======== Record excerpts ========

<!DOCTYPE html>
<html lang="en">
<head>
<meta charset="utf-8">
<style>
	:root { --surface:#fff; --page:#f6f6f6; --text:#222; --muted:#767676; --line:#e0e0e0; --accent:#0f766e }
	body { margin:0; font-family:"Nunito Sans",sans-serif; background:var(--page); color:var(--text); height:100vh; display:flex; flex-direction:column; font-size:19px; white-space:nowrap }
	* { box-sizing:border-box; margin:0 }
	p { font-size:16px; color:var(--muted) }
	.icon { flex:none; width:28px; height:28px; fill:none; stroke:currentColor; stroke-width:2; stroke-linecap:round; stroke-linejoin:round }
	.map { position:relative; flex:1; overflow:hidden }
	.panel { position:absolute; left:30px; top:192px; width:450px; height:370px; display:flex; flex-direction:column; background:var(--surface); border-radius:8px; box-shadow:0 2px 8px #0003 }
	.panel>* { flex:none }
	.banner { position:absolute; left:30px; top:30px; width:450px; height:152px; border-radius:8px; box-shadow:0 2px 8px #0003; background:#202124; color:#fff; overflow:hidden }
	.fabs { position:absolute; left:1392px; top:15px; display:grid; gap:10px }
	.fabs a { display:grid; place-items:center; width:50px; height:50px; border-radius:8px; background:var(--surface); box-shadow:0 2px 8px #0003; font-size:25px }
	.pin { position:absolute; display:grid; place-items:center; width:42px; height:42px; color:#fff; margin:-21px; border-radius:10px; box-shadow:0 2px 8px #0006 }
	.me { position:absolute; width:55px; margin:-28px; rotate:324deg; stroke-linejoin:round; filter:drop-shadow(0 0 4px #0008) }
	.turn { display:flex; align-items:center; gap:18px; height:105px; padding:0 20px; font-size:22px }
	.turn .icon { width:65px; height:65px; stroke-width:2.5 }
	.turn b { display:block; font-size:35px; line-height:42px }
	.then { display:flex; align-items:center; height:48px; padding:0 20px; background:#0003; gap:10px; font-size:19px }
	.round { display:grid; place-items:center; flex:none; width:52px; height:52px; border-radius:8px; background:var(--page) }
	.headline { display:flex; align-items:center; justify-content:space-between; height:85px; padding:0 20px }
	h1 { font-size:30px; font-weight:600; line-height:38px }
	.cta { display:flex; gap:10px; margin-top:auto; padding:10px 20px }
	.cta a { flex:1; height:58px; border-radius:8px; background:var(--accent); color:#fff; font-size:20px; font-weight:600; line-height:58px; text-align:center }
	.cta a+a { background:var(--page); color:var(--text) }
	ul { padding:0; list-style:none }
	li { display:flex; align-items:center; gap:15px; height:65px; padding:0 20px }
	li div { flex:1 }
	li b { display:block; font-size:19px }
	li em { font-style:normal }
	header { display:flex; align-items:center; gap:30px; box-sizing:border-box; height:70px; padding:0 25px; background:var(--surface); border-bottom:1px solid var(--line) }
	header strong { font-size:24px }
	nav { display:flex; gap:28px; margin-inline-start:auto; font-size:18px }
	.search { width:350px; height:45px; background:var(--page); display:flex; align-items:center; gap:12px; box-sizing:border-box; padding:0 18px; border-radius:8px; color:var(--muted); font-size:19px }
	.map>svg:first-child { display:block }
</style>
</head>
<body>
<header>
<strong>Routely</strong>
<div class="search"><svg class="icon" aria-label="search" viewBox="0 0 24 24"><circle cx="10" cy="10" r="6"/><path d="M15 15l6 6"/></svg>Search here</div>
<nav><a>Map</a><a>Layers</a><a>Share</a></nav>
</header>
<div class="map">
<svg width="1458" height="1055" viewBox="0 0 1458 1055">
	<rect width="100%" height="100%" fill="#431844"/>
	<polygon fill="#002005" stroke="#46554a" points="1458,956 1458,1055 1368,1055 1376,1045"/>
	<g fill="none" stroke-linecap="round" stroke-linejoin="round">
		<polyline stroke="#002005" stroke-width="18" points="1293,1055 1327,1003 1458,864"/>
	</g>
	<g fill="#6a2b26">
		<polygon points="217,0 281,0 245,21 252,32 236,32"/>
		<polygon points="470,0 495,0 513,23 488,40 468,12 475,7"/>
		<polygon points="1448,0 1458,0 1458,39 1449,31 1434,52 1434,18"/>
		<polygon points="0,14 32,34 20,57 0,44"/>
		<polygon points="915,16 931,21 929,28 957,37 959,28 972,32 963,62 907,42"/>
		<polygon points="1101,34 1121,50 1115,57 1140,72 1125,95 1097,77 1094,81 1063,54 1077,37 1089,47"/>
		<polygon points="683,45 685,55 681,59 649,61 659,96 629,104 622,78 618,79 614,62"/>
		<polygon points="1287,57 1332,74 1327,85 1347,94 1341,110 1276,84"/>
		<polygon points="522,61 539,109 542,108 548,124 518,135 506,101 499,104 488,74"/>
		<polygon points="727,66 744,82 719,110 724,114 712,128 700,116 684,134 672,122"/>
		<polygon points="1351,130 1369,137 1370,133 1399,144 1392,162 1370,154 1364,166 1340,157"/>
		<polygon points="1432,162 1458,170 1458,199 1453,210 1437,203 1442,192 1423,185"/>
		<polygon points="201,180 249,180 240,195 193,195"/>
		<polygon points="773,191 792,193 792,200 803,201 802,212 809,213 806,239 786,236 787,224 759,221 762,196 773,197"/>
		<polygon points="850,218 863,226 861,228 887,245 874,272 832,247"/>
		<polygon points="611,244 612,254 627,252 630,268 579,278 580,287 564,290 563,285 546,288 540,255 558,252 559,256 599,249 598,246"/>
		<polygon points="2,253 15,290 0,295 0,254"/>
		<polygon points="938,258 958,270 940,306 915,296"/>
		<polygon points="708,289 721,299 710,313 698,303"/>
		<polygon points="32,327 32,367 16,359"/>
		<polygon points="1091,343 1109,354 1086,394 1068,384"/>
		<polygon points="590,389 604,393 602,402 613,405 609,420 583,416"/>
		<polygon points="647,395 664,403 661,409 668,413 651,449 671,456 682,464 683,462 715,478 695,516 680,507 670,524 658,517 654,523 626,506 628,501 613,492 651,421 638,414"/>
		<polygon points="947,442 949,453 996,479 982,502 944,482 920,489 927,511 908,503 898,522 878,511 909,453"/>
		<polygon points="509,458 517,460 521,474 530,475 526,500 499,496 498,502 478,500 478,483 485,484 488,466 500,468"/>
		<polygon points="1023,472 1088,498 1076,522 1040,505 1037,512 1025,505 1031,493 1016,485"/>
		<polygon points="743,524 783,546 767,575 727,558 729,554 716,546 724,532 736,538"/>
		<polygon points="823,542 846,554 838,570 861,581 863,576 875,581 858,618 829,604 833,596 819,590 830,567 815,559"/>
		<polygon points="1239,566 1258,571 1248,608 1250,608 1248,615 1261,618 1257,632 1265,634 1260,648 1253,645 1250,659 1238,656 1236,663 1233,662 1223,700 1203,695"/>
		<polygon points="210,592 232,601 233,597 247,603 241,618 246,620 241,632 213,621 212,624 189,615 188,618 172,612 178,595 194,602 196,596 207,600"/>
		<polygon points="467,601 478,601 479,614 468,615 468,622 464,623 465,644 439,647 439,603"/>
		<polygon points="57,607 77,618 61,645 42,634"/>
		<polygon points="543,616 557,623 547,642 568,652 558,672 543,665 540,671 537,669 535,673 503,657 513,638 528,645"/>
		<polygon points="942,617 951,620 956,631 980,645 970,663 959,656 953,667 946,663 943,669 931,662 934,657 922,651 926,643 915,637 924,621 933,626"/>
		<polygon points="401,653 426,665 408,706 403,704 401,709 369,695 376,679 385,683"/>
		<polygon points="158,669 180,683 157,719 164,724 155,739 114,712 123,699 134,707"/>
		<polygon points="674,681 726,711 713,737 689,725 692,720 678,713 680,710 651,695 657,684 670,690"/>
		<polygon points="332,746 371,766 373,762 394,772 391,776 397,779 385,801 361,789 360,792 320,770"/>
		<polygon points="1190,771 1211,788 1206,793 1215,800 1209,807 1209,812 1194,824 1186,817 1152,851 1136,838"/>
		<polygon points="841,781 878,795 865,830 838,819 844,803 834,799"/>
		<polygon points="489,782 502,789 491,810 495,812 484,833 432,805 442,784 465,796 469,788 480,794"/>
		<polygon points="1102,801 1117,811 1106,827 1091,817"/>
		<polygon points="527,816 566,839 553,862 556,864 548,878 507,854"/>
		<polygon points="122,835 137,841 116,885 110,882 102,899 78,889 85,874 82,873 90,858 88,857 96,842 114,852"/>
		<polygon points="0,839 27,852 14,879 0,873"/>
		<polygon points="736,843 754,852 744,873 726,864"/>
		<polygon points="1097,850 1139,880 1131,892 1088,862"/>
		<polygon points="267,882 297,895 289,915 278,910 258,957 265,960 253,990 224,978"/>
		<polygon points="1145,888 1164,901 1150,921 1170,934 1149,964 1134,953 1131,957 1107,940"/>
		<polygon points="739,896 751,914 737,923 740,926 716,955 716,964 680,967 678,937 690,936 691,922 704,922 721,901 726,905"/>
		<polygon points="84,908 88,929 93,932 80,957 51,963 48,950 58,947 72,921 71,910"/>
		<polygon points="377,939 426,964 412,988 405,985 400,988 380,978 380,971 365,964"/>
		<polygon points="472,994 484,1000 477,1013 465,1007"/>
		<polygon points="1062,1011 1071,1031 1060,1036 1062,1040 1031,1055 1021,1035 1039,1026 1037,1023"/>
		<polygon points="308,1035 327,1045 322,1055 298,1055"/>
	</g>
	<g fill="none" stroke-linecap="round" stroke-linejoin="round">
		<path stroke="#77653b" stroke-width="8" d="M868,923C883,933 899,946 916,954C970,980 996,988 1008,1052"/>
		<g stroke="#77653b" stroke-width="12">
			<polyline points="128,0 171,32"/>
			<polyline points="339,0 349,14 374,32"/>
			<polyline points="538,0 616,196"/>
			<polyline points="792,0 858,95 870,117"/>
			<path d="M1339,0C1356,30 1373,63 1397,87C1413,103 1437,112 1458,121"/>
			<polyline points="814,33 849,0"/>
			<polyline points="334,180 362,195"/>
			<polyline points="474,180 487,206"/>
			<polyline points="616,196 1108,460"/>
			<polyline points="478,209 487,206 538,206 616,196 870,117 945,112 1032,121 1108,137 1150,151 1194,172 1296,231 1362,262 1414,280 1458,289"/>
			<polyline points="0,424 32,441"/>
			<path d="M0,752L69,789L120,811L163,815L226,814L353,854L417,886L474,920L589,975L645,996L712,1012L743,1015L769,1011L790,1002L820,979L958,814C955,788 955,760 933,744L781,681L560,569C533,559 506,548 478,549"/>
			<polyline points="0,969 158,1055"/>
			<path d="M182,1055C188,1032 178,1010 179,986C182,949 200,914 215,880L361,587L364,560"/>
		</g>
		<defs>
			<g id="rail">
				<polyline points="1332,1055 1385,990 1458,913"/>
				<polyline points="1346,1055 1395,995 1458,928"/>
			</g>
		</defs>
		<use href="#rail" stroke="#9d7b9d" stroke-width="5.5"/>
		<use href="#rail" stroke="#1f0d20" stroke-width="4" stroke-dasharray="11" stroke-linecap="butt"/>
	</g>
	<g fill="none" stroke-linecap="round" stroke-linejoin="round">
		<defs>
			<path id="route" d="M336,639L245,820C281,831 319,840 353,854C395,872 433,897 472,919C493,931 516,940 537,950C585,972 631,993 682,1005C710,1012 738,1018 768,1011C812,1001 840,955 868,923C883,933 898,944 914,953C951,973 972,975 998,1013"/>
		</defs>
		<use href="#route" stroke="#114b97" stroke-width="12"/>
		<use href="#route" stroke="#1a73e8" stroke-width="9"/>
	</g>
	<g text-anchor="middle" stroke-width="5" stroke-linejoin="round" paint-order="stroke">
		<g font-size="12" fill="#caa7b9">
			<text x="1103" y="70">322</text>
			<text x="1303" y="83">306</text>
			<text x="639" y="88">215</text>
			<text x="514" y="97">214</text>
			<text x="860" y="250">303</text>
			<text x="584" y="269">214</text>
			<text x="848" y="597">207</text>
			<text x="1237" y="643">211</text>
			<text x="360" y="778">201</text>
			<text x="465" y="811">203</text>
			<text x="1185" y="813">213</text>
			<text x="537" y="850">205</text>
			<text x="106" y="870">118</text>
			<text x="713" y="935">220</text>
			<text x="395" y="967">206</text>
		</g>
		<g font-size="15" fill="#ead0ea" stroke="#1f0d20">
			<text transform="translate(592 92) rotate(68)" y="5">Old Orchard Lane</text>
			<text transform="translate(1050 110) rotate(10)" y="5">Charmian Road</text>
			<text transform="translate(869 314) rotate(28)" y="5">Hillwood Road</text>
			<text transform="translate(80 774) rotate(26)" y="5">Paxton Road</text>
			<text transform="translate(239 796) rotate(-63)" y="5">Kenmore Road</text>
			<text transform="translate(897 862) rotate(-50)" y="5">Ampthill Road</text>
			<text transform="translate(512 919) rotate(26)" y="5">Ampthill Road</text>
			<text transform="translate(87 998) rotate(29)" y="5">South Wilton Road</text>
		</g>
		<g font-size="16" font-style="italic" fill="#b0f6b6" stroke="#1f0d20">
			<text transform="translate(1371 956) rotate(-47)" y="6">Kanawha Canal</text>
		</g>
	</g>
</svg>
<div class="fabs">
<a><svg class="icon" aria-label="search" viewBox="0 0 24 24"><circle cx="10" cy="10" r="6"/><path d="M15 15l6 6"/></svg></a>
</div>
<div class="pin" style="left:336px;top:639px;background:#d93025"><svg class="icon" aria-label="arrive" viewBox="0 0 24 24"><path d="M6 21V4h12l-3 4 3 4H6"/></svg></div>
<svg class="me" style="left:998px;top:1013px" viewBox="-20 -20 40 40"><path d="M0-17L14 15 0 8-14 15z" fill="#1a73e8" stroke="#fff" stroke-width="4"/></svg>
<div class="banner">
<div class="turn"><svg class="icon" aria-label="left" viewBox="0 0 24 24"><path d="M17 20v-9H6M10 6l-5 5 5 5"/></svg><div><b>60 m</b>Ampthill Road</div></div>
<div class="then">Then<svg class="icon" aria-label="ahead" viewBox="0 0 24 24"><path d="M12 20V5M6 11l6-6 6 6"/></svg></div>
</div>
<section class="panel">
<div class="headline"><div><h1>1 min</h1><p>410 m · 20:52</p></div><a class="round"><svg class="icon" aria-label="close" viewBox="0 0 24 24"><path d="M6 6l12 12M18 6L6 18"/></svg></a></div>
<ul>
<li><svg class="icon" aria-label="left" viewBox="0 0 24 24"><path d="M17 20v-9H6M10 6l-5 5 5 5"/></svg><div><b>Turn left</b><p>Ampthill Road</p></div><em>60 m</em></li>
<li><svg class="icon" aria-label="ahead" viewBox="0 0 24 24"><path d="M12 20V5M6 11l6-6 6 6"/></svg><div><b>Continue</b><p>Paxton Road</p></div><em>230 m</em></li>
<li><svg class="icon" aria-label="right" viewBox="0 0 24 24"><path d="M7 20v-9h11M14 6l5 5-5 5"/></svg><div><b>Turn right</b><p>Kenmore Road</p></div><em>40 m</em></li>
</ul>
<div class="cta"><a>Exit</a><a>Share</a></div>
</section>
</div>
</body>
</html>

========

• [To do]
When a line among the entries contains "fabs", pull that line out.

• [Result for this exercise]
	.fabs { position:absolute; left:1392px; top:15px; display:grid; gap:10px }
	.fabs a { display:grid; place-items:center; width:50px; height:50px; border-radius:8px; background:var(--surface); box-shadow:0 2px 8px #0003; font-size:25px }
<div class="fabs">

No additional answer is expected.